Work to complete - Omit the images. Copy each entry word for word.
====== Extracted records
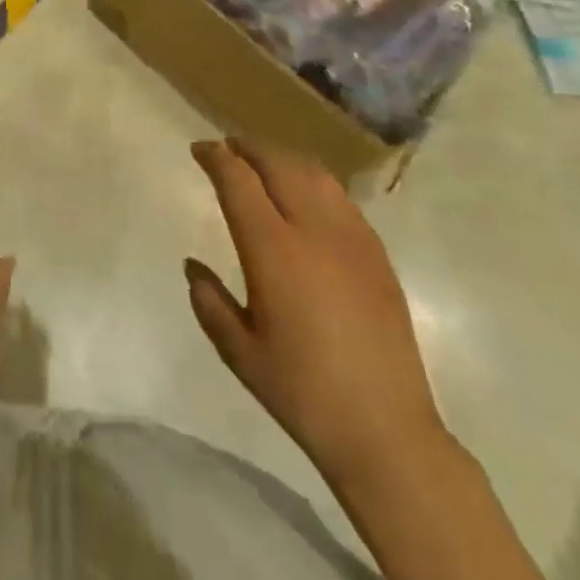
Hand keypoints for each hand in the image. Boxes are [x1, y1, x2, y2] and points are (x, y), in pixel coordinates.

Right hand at [186, 139, 446, 490]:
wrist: (386, 430)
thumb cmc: (302, 392)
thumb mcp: (239, 352)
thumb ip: (209, 301)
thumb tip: (193, 266)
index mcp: (273, 250)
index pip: (239, 181)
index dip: (216, 158)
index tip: (200, 150)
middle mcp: (313, 230)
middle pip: (278, 164)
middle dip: (248, 148)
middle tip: (227, 149)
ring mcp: (352, 238)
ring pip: (313, 173)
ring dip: (282, 158)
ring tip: (264, 163)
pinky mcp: (377, 254)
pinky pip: (340, 197)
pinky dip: (314, 181)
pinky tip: (306, 197)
============
Written reply -
Hand keypoints for each hand in the image. Boxes are [x1, y1, x2, y2] and points are (x, y), in pixel coordinates.

Right hand at [186, 139, 446, 490]:
wrist: (386, 430)
thumb cmc: (302, 392)
thumb mcp: (239, 352)
thumb ip: (209, 301)
thumb tip: (193, 266)
index mcp: (273, 250)
index pip: (239, 181)
index dip: (216, 158)
index tip: (200, 150)
middle mcp: (313, 230)
middle pip: (278, 164)
middle dip: (248, 148)
middle tip: (227, 149)
ring mcp: (352, 238)
ring pip: (313, 173)
ring dip: (282, 158)
ring tip: (264, 163)
pinky mcp: (377, 254)
pinky pip: (340, 197)
pinky dip: (314, 181)
pinky tip: (306, 197)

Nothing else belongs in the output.